---------- Supplied data
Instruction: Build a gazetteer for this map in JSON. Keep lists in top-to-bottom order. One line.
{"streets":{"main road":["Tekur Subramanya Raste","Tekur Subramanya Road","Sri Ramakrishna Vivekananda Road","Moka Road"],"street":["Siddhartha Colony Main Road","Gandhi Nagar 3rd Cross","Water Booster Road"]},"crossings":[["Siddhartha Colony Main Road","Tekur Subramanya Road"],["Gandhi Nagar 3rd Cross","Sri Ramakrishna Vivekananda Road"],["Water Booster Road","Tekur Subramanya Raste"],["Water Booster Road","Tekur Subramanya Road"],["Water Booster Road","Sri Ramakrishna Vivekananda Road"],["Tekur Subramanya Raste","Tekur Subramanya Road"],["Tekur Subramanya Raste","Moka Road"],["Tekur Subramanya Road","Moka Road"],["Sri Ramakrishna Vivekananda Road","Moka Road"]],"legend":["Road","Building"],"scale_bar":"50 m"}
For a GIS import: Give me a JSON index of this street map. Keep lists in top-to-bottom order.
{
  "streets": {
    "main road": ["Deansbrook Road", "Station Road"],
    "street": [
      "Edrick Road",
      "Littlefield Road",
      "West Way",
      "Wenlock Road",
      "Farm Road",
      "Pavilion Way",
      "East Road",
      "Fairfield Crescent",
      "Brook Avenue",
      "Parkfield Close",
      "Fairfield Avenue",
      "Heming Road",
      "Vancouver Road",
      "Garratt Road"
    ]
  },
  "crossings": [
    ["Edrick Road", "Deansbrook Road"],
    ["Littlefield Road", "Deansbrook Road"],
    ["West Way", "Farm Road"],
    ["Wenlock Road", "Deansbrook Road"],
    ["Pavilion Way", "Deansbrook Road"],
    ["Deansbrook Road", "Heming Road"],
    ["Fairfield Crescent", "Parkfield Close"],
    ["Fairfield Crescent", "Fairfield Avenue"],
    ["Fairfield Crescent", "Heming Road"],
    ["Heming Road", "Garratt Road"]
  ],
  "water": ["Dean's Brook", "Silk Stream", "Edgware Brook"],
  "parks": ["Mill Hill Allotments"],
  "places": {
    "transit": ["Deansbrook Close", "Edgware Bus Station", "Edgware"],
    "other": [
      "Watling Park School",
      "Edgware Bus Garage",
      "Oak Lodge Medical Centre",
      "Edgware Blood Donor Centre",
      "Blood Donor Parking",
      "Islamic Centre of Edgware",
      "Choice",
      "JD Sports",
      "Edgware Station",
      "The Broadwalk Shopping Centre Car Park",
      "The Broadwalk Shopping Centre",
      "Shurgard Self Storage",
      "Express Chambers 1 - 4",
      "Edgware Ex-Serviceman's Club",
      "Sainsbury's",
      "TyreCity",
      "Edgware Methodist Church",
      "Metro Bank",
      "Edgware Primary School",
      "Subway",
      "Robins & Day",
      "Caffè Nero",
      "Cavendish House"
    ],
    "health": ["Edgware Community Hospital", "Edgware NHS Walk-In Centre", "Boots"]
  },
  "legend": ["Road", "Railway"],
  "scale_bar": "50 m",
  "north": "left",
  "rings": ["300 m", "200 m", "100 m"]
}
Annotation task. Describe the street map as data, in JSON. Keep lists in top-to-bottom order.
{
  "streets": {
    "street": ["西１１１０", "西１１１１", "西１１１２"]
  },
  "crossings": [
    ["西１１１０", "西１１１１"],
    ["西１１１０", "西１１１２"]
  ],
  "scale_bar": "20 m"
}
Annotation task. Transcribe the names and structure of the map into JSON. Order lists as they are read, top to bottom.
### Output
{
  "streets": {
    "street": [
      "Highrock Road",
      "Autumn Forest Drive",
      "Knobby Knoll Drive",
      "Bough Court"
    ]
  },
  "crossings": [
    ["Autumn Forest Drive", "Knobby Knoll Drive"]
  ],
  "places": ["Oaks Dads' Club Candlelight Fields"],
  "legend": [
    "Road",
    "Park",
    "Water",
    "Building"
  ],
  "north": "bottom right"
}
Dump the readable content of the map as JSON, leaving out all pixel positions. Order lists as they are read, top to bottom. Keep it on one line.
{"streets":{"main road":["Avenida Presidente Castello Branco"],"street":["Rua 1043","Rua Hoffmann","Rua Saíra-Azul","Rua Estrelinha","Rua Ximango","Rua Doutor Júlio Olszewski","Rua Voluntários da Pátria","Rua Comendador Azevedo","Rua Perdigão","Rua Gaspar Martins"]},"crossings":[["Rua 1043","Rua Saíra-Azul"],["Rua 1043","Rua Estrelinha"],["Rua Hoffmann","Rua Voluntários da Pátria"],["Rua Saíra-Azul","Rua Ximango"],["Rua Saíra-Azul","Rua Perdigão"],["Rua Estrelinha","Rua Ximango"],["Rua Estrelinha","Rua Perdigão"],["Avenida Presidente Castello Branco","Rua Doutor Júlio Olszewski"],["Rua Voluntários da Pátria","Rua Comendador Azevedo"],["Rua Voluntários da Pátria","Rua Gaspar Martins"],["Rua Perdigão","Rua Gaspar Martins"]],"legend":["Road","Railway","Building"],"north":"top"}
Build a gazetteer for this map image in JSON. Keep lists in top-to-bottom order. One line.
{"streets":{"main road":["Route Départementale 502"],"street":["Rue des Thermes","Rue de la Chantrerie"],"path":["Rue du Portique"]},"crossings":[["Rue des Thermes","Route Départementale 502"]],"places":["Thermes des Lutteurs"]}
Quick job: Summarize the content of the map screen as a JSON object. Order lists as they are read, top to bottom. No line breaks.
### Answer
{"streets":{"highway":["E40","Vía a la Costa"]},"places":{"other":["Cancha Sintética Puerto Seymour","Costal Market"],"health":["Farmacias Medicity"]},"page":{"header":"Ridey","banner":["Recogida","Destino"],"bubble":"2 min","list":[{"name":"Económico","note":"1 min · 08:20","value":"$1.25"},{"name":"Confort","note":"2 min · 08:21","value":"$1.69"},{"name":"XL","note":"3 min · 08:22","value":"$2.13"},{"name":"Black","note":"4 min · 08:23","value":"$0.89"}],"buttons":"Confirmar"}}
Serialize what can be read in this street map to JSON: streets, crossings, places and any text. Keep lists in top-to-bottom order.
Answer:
--------------------
▸ Action item
Exactly as they appear above, print all the entries.

▸ Result
Instruction: Build a gazetteer for this map in JSON. Keep lists in top-to-bottom order. One line.
{"streets":{"main road":["Tekur Subramanya Raste","Tekur Subramanya Road","Sri Ramakrishna Vivekananda Road","Moka Road"],"street":["Siddhartha Colony Main Road","Gandhi Nagar 3rd Cross","Water Booster Road"]},"crossings":[["Siddhartha Colony Main Road","Tekur Subramanya Road"],["Gandhi Nagar 3rd Cross","Sri Ramakrishna Vivekananda Road"],["Water Booster Road","Tekur Subramanya Raste"],["Water Booster Road","Tekur Subramanya Road"],["Water Booster Road","Sri Ramakrishna Vivekananda Road"],["Tekur Subramanya Raste","Tekur Subramanya Road"],["Tekur Subramanya Raste","Moka Road"],["Tekur Subramanya Road","Moka Road"],["Sri Ramakrishna Vivekananda Road","Moka Road"]],"legend":["Road","Building"],"scale_bar":"50 m"}
For a GIS import: Give me a JSON index of this street map. Keep lists in top-to-bottom order.
{
  "streets": {
    "main road": ["Deansbrook Road", "Station Road"],
    "street": [
      "Edrick Road",
      "Littlefield Road",
      "West Way",
      "Wenlock Road",
      "Farm Road",
      "Pavilion Way",
      "East Road",
      "Fairfield Crescent",
      "Brook Avenue",
      "Parkfield Close",
      "Fairfield Avenue",
      "Heming Road",
      "Vancouver Road",
      "Garratt Road"
    ]
  },
  "crossings": [
    ["Edrick Road", "Deansbrook Road"],
    ["Littlefield Road", "Deansbrook Road"],
    ["West Way", "Farm Road"],
    ["Wenlock Road", "Deansbrook Road"],
    ["Pavilion Way", "Deansbrook Road"],
    ["Deansbrook Road", "Heming Road"],
    ["Fairfield Crescent", "Parkfield Close"],
    ["Fairfield Crescent", "Fairfield Avenue"],
    ["Fairfield Crescent", "Heming Road"],
    ["Heming Road", "Garratt Road"]
  ],
  "water": ["Dean's Brook", "Silk Stream", "Edgware Brook"],
  "parks": ["Mill Hill Allotments"],
  "places": {
    "transit": ["Deansbrook Close", "Edgware Bus Station", "Edgware"],
    "other": [
      "Watling Park School",
      "Edgware Bus Garage",
      "Oak Lodge Medical Centre",
      "Edgware Blood Donor Centre",
      "Blood Donor Parking",
      "Islamic Centre of Edgware",
      "Choice",
      "JD Sports",
      "Edgware Station",
      "The Broadwalk Shopping Centre Car Park",
      "The Broadwalk Shopping Centre",
      "Shurgard Self Storage",
      "Express Chambers 1 - 4",
      "Edgware Ex-Serviceman's Club",
      "Sainsbury's",
      "TyreCity",
      "Edgware Methodist Church",
      "Metro Bank",
      "Edgware Primary School",
      "Subway",
      "Robins & Day",
      "Caffè Nero",
      "Cavendish House"
    ],
    "health": ["Edgware Community Hospital", "Edgware NHS Walk-In Centre", "Boots"]
  },
  "legend": ["Road", "Railway"],
  "scale_bar": "50 m",
  "north": "left",
  "rings": ["300 m", "200 m", "100 m"]
}
Annotation task. Describe the street map as data, in JSON. Keep lists in top-to-bottom order.
{
  "streets": {
    "street": ["西１１１０", "西１１１１", "西１１１２"]
  },
  "crossings": [
    ["西１１１０", "西１１１１"],
    ["西１１１０", "西１１１２"]
  ],
  "scale_bar": "20 m"
}
Annotation task. Transcribe the names and structure of the map into JSON. Order lists as they are read, top to bottom.
### Output
{
  "streets": {
    "street": [
      "Highrock Road",
      "Autumn Forest Drive",
      "Knobby Knoll Drive",
      "Bough Court"
    ]
  },
  "crossings": [
    ["Autumn Forest Drive", "Knobby Knoll Drive"]
  ],
  "places": ["Oaks Dads' Club Candlelight Fields"],
  "legend": [
    "Road",
    "Park",
    "Water",
    "Building"
  ],
  "north": "bottom right"
}
Dump the readable content of the map as JSON, leaving out all pixel positions. Order lists as they are read, top to bottom. Keep it on one line.
{"streets":{"main road":["Avenida Presidente Castello Branco"],"street":["Rua 1043","Rua Hoffmann","Rua Saíra-Azul","Rua Estrelinha","Rua Ximango","Rua Doutor Júlio Olszewski","Rua Voluntários da Pátria","Rua Comendador Azevedo","Rua Perdigão","Rua Gaspar Martins"]},"crossings":[["Rua 1043","Rua Saíra-Azul"],["Rua 1043","Rua Estrelinha"],["Rua Hoffmann","Rua Voluntários da Pátria"],["Rua Saíra-Azul","Rua Ximango"],["Rua Saíra-Azul","Rua Perdigão"],["Rua Estrelinha","Rua Ximango"],["Rua Estrelinha","Rua Perdigão"],["Avenida Presidente Castello Branco","Rua Doutor Júlio Olszewski"],["Rua Voluntários da Pátria","Rua Comendador Azevedo"],["Rua Voluntários da Pátria","Rua Gaspar Martins"],["Rua Perdigão","Rua Gaspar Martins"]],"legend":["Road","Railway","Building"],"north":"top"}
Build a gazetteer for this map image in JSON. Keep lists in top-to-bottom order. One line.
{"streets":{"main road":["Route Départementale 502"],"street":["Rue des Thermes","Rue de la Chantrerie"],"path":["Rue du Portique"]},"crossings":[["Rue des Thermes","Route Départementale 502"]],"places":["Thermes des Lutteurs"]}
Quick job: Summarize the content of the map screen as a JSON object. Order lists as they are read, top to bottom. No line breaks.
### Answer
{"streets":{"highway":["E40","Vía a la Costa"]},"places":{"other":["Cancha Sintética Puerto Seymour","Costal Market"],"health":["Farmacias Medicity"]},"page":{"header":"Ridey","banner":["Recogida","Destino"],"bubble":"2 min","list":[{"name":"Económico","note":"1 min · 08:20","value":"$1.25"},{"name":"Confort","note":"2 min · 08:21","value":"$1.69"},{"name":"XL","note":"3 min · 08:22","value":"$2.13"},{"name":"Black","note":"4 min · 08:23","value":"$0.89"}],"buttons":"Confirmar"}}
Serialize what can be read in this street map to JSON: streets, crossings, places and any text. Keep lists in top-to-bottom order.
Answer:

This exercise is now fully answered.